Zuvor habe ich zum Beispiel schon Papa Malick Ba wegen der Aufenthaltsbewilligung nach Bern begleitet. Aber richtig angefangen hat es 2008 mit Jacques Zoua. Das hat sicher damit zu tun, dass auch meine Frau aus Kamerun stammt.

Wie sieht Ihr klassischer Arbeitstag aus?

Bevor die Mannschaft unterwegs ist, bin ich in meinem Büro in der Nähe des Spielzeug Welten Museums. Um 8 Uhr, wenn die Mannschaft ins Stadion kommt, bin ich bereits dort. Der Ablauf ist bekannt: Frühstücken, Training, dann Freizeit oder nochmals Training.

Und in dieser ganzen Zeit sind Sie als hilfreicher Geist vor Ort, insbesondere für die ausländischen Spieler?

Ich versuche, Probleme mit Teammanager Gusti Nussbaumer und der Mediensprecherin Andrea Roth zu lösen, auch während des Trainings. Wenn beispielsweise die Parkkarte eines Spielers nicht funktioniert, schaue ich, dass er sie nach dem Training wieder hat.

Pascal Naef, FC Basel U16–FC Lausanne-Sport, hinten Cheftrainer Urs Fischer (links) und Co-Trainer Marco Walker

Es gibt sicherlich auch Fussballer, die versuchen, ohne Sie auszukommen.

Zum Glück.

Wer ist das?

Das spielt keine Rolle (lacht). Aber Sie können davon ausgehen, dass die Schweizer mich nicht brauchen respektive selten. Das hat mit der Sprache zu tun, aber auch mit dem Wissen um die Strukturen. Aber für einen Isländer ist es bereits etwas anderes, wenn er in die Schweiz kommt. Wir sind teilweise ein kompliziertes Land, und je nach dem, woher man kommt, sind wir sogar ein sehr kompliziertes Land.

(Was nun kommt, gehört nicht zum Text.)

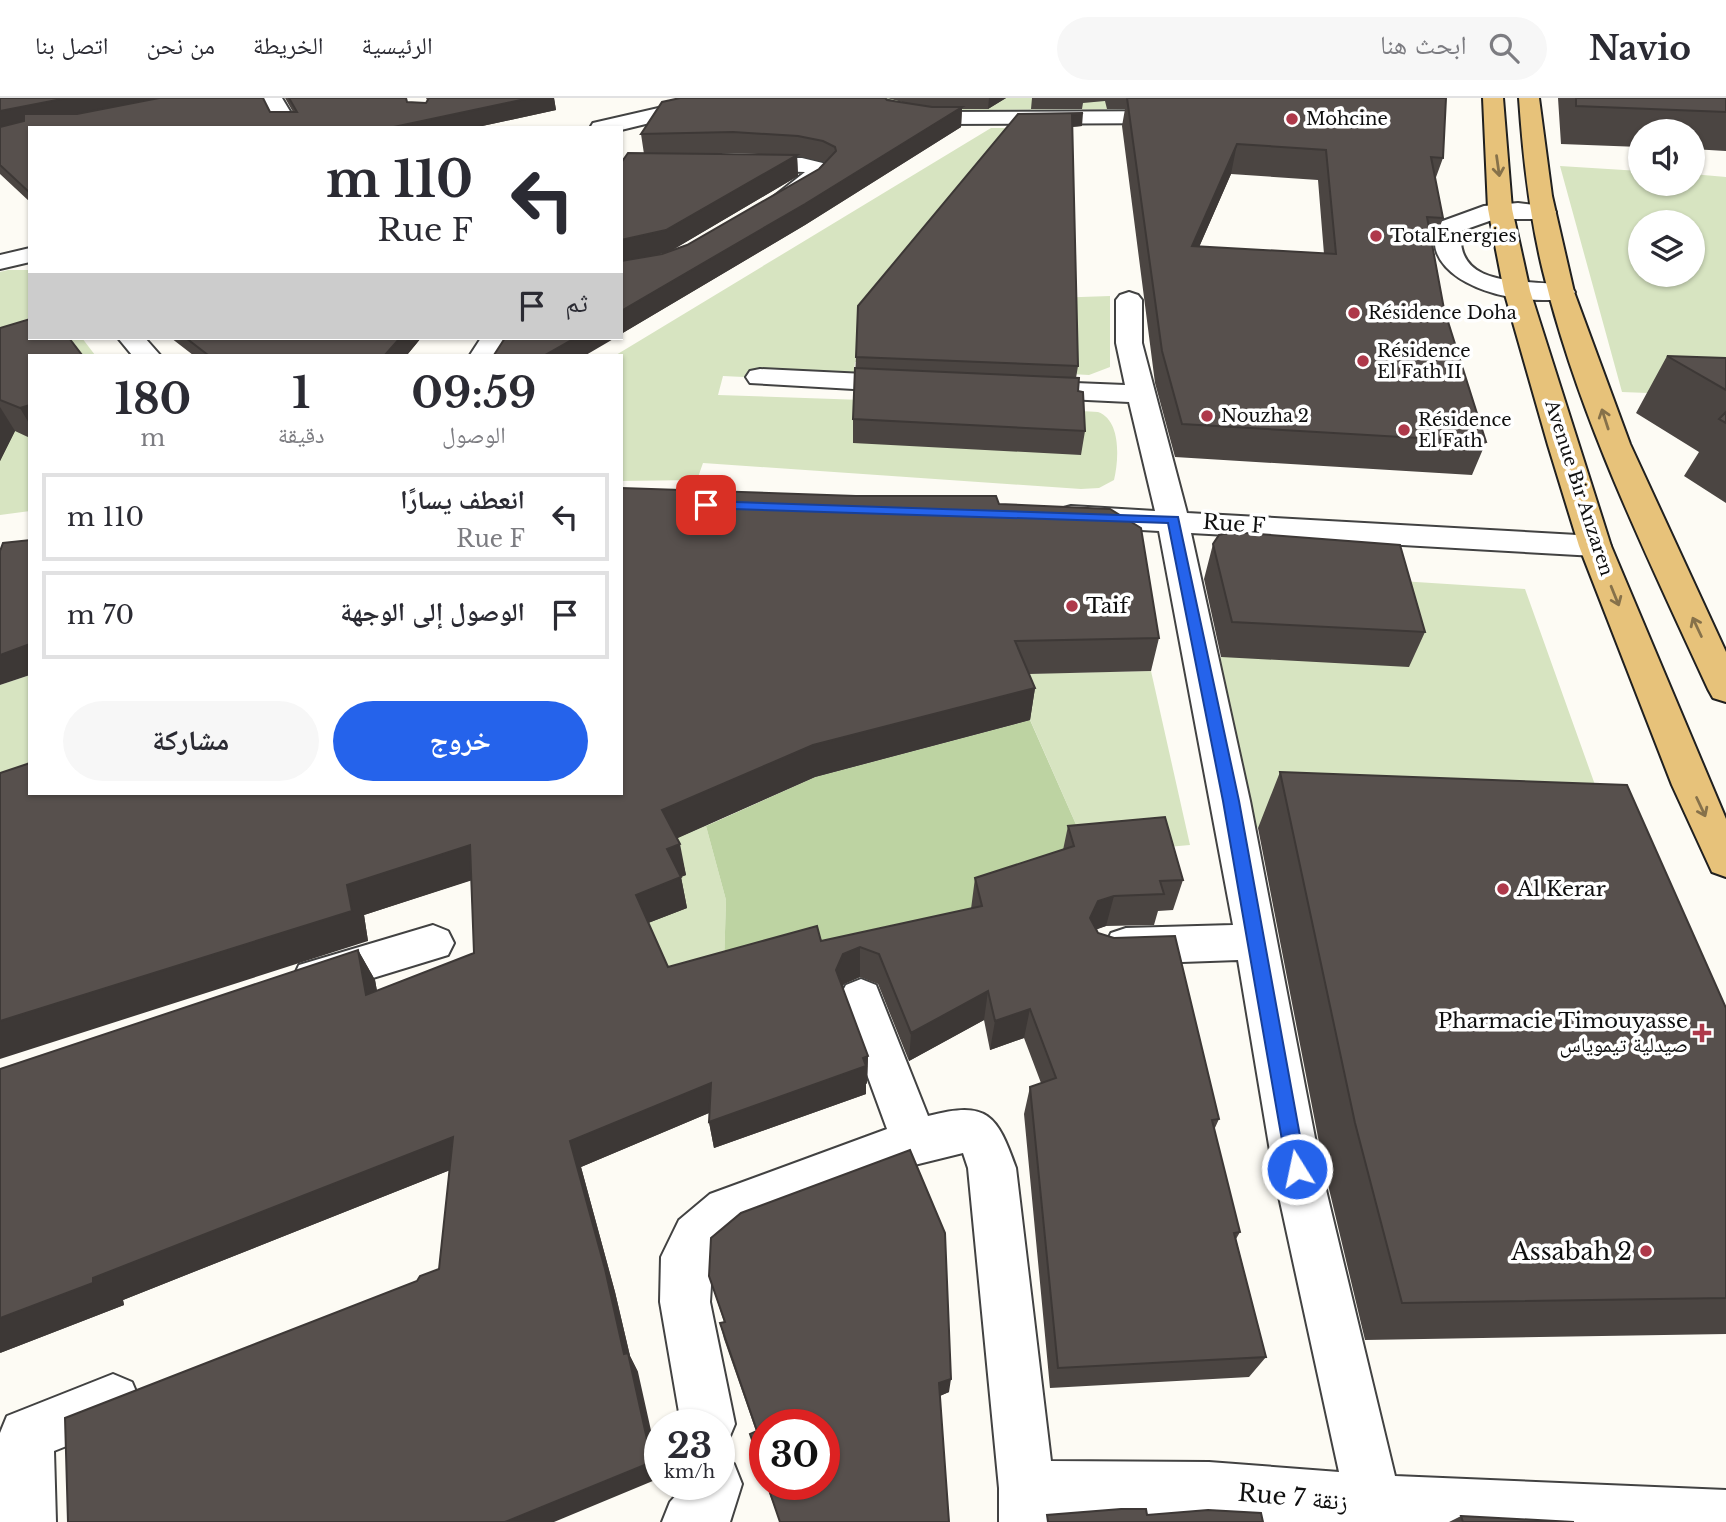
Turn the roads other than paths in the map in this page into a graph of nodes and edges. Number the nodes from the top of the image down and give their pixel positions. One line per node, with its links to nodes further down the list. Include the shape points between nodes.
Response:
1 (272, 98): 8 (street)
2 (729, 98): 9 (street)
3 (877, 98): 4 (street, via 887,111 907,117 977,118 1190,117 1227,108)
4 (1229, 98)
5 (1493, 98): 12 (main road, Avenue Bir Anzaren, one-way to 12)
6 (1529, 98): 13 (main road)
7 (606, 106): 9 (street)
8 (288, 125)
9 (613, 126)
10 (720, 165): 11 (street, via 802,165 823,170)
11 (767, 208)
12 (1500, 209): 13 (street); 16 (main road, Avenue Bir Anzaren); 16 (street, via 1450,227 1448,252 1454,265 1468,276)
13 (1544, 212): 17 (main road)
14 (28, 256): 15 (street)
15 (0, 262)
16 (1517, 291): 17 (street); 27 (main road, Avenue Bir Anzaren)
17 (1562, 292): 28 (main road, one-way to 17, via 1614,446)
18 (1129, 300): 24 (street, via 1129,343)
19 (133, 340): 20 (street)
20 (145, 354)
21 (760, 377): 22 (street)
22 (931, 385)
23 (998, 388): 24 (street)
24 (1142, 394): 26 (street)
25 (1037, 515): 26 (street, Rue F)
26 (1173, 520): 27 (street, Rue F); 30 (street)
27 (1595, 546): 29 (main road, Avenue Bir Anzaren, one-way to 29)
28 (1726, 689)
29 (1726, 861)
30 (1256, 942): 32 (street); 41 (street, via 1297,1169)
31 (433, 943): 33 (street)
32 (1106, 947)
33 (272, 992)
34 (862, 998): 35 (street)
35 (915, 1142): 37 (street, via 727,1211 695,1237 686,1256 685,1302); 40 (street, via 970,1131 982,1139 990,1155)
36 (156, 1384): 38 (street)
37 (705, 1409)
38 (13, 1441): 43 (street)
39 (710, 1500): 44 (street)
40 (1027, 1505): 41 (street, Rue 7 زنقة, via 1209,1490)
41 (1376, 1512): 42 (street, Rue 7 زنقة)
42 (1726, 1518)
43 (28, 1522)
44 (690, 1522)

Sie werden einem neuen Spieler als eine der ersten Ansprechpersonen beim FCB vorgestellt?

Ich hole die Spieler oft am Flughafen ab. Dann bin ich die erste Kontaktperson, da gibt es gleich den ersten Austausch. Ich versuche jeweils, keine Zeit zu verlieren, warte nicht ab, bis der Spieler mit seinen Fragen kommt. Sondern ich sage ihm gleich, wie es zu und her geht. Da beginnen die Zahnräder bereits ineinanderzugreifen.

Sie erklären den Neuen, wie sie eine Wohnung finden, wo es Kindertagesstätten gibt, wie sie ein Konto eröffnen. Sie sind ein Lebensberater.

Also leben müssen die Spieler schon selber.

Ein Alltagslebensberater.

Auch den Alltag müssen sie irgendwann selber bewältigen. Mein Job ist personenbezogen. Die einen brauchen mehr Betreuung, die anderen weniger. Es ist alles eine Frage der Nationalität und des Charakters. Woher ein Spieler kommt, wo er gespielt hat, aus welchem Kulturkreis er stammt, das weiss ich jeweils im Voraus. Alles andere lasse ich auf mich zukommen. Ich bin in Aesch in einem Quartier mit vielen Ausländern aufgewachsen, und mir fällt es leicht, mich in eine Situation oder Person hineinzuversetzen.

Spielt es für diese Arbeit eine Rolle, dass Ihre Ehefrau aus Kamerun stammt?

Eine enorme Rolle. Ich hatte ein gewisses Grundgerüst, was Kommunikation über Kontinente hinweg betrifft, und das Zusammenleben mit meiner Frau ist meine Masterarbeit. Da durfte und musste ich schon einige Dinge lernen, die mir vorher nicht bewusst waren über das Leben als Ausländer in der Schweiz.

Über negative Erfahrungen?

Negative wie positive – einfach Beispiele aus dem täglichen Leben.

Pascal Naef und Mohamed Salah, FCB Weihnachtsanlass, im Europa-Park in Rust, am 03.12.2012

Mohamed Salah sagte einst: «Ohne Pascal Naef wäre ich verloren gewesen.» Was meint er damit?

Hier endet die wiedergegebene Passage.